You are viewing a plain text version of this content. The canonical link for it is here.

Posted to dev@hive.apache.org by dam6923 <da...@gmail.com> on 2018/07/27 18:49:35 UTC

MapReduce Output File Names

Hello,

When Hive MapReduce jobs create HDFS output files, they use the format:

000000_0.gz
000000_0.gz_copy_1
000000_0.gz_copy_2
000000_0.gz_copy_3
...

This seems like it could become a long running list over time.  In
fact, the code says "leave the below loop for now until a better
approach is found."

https://github.com/apache/hive/blob/758ff449099065a84c46d63f9418201c8a6731b1/ql/src/java/org/apache/hadoop/hive/ql/metadata/Hive.java#L3710

Would it be problematic to simply prefix a random number, or
timestamp, on the front of the file name to make it unique?  This
would save the code from having to loop to ask the FileSystem
(NameNode) "is copy 1 there?", "is copy 2 there?", "is copy 1 there?"
etc.

Thanks.

Re: MapReduce Output File Names

Posted by Gopal Vijayaraghavan <go...@apache.org>.

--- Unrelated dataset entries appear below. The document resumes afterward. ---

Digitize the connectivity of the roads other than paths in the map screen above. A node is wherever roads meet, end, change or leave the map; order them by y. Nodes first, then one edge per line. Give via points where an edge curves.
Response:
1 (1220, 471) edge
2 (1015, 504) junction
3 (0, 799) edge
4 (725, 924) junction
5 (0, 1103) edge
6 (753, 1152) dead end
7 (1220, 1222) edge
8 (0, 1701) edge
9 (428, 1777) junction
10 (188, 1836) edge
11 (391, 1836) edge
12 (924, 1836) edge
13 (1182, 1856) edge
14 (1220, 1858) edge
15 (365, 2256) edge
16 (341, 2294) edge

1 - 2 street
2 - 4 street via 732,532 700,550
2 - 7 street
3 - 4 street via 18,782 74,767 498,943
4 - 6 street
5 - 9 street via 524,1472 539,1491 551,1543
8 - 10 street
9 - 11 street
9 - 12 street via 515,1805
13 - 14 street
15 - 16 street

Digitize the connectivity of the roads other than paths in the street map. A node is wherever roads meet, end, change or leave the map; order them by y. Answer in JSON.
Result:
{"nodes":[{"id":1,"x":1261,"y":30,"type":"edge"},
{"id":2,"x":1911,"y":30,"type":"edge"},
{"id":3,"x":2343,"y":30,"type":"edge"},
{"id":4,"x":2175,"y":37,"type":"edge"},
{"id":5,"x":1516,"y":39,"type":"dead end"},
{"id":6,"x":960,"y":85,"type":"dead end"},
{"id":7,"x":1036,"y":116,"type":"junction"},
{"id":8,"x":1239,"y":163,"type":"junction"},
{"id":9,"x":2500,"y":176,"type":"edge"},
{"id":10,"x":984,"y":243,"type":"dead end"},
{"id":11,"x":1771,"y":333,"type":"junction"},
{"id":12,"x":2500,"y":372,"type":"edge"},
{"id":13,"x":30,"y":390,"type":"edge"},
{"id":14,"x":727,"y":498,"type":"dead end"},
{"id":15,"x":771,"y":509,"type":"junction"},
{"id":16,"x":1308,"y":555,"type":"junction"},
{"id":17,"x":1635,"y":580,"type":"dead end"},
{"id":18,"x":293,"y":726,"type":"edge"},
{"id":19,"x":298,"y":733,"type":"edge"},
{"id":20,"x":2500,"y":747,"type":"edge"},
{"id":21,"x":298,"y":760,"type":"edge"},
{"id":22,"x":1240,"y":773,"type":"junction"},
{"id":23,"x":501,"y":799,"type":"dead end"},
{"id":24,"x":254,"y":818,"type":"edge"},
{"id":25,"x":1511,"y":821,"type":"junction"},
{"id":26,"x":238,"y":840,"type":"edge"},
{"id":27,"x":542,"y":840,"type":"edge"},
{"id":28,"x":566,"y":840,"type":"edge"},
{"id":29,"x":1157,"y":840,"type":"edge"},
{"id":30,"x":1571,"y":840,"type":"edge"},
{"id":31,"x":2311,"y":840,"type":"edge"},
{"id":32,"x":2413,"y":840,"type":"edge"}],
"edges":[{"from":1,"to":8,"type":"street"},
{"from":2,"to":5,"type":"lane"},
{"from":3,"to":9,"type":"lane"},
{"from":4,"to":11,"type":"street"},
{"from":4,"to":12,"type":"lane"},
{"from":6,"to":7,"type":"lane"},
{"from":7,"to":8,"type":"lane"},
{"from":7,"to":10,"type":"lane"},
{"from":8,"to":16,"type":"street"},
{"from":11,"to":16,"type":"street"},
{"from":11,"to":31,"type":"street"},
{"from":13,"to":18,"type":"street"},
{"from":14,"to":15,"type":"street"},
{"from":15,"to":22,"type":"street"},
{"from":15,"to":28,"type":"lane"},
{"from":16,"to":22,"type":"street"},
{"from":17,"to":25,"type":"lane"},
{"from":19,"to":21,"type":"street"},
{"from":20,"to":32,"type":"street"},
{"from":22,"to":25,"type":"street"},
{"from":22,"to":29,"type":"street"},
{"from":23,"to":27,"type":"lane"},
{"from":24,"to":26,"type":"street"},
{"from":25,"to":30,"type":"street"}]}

>    Would it be problematic to simply prefix a random number, or
>    timestamp, on the front of the file name to make it unique?  

For bucketed tables  - they rely on the prefix to determine which bucket it belongs to.

So if you have a bucketed table and insert into it twice, then this turns into 

0000_0 + 0000_0_Copy_1

which is logically the 1st bucket (if this is a sorted table, then it is a sort-merge to read out, not a one-after-other).

There's a set of race conditions with that loop when it comes to something with weak consistency like S3, which is why hive managed tables have switched to a delta_<id>/0000_0 instead of _Copy_<n> starting in Hive 3.0.

And where "id" is actually stored in the table metadata (so that no two queries will use the same delta_<id> dir).

Cheers,
Gopal